The end, however, shows a marked difference. The last chapters, once the habits have (supposedly) been changed, are weaker, somewhat harried. The material is, here, presented more densely, less clearly. It gives the impression that the author is less certain about what he means to convey, as though he needs either more research, or a clearer sense of his ideas.


A comfortable, and comforting, book to empower its audience: whether by their dreaming they will act upon it, or by their actual use of its techniques. An easy volume to follow, approachable and unthreatening.


Who would enjoy this

Atomic Habits has already proven itself a popular choice with a wide range of readers. Mostly, these comprise people with an interest in self-development, as well as those who have been shaken by the economy and are looking for new ways to handle their affairs.


This book is particularly appealing for people who want to become “go-getters”, yet have never really got that competitive drive.


Who should give this a pass

It is difficult to explain why somebody may not enjoy Atomic Habits, but it is certainly not the sort of tome for people who are already high performers or extremely competitive. Such audience may be attracted to the book, but in trying to implement the techniques immediately, they would become quickly frustrated by them.


Additionally, this is not a volume for those looking for in-depth behaviour changing psychology. This is more of a manual, less of an explanation, work.


Conclusions and suggestions

Despite my misgivings regarding competitive readers, and the lack of polish to the last sections of the book, I would widely recommend Atomic Habits both for its content as for its delivery. Firstly, because it responds to a very present and prevalent need to change the way people do things. The gap is there, and clear manuals such as this are good news.


Secondly, because Mr Clear is a smart writer.
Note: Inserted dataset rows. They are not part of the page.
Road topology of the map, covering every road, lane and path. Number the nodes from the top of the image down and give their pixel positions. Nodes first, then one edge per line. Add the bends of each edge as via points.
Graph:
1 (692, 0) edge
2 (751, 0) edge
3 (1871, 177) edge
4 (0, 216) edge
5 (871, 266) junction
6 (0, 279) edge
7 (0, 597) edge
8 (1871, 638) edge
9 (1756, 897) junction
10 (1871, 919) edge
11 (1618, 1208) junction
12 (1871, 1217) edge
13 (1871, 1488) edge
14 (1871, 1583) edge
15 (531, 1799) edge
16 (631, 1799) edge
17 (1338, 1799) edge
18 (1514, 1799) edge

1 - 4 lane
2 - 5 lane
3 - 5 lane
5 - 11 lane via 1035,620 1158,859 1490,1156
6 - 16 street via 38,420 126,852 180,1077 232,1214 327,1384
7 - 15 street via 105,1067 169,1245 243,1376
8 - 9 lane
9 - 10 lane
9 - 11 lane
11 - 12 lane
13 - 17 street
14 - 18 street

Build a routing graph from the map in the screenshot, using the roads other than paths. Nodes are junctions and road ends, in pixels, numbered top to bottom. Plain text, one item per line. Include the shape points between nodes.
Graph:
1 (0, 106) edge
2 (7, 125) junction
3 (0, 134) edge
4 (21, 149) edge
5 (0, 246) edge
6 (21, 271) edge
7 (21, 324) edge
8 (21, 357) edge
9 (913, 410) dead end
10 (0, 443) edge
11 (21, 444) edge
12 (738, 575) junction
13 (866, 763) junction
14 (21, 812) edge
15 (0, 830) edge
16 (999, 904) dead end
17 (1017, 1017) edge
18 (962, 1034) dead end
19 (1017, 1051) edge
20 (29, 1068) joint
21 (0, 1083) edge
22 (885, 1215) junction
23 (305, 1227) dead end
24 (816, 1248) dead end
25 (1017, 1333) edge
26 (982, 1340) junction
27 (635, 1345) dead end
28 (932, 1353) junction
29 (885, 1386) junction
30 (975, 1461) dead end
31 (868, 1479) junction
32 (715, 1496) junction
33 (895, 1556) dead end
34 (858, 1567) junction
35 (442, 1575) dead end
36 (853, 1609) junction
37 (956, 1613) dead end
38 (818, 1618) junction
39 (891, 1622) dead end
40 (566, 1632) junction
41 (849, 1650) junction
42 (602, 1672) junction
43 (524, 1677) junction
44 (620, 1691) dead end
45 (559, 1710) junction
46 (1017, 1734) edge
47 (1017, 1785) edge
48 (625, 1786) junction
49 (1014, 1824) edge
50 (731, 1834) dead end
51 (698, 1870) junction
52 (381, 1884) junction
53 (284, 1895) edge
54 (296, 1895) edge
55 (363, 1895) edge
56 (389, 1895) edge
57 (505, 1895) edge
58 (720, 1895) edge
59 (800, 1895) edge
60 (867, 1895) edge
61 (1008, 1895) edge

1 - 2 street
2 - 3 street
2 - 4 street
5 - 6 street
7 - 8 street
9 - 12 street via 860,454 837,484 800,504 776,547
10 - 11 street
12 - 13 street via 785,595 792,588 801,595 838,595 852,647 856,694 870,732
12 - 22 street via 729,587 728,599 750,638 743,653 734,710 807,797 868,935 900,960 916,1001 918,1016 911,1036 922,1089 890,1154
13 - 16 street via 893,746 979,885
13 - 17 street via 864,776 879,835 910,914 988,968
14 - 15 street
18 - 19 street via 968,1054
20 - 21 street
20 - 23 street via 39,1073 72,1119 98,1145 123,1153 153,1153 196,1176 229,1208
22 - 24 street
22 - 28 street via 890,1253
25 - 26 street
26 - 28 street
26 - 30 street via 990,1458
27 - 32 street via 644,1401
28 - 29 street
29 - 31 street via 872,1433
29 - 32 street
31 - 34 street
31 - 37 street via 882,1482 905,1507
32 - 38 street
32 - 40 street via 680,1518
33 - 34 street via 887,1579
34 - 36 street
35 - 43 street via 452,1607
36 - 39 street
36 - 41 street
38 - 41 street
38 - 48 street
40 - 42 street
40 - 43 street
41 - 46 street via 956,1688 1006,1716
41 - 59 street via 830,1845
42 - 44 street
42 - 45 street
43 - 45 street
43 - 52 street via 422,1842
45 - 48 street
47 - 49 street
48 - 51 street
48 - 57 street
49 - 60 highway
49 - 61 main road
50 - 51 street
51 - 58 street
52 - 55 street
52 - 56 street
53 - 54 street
He knows he is not an excellent writer, but he knows his strengths. His popularity was built thanks to his blog, and thus he has wisely transferred its format to book-length. This suits his audience, mostly consumers of bite-sized media content, with neither time nor inclination to read long and detailed texts.


As a result, I would like to draw the attention of future writers of similar works to the following:

· Present your ideas as your audience would best assimilate them. Decide whether you are presenting for academia, or the wider public, and speak to that level.

· Recognise the needs of the public, and meet them.

· Make sure your research is solid, and available throughout the volume. It is all right to keep it in the appendix so long it is clearly indicated – think Wikipedia.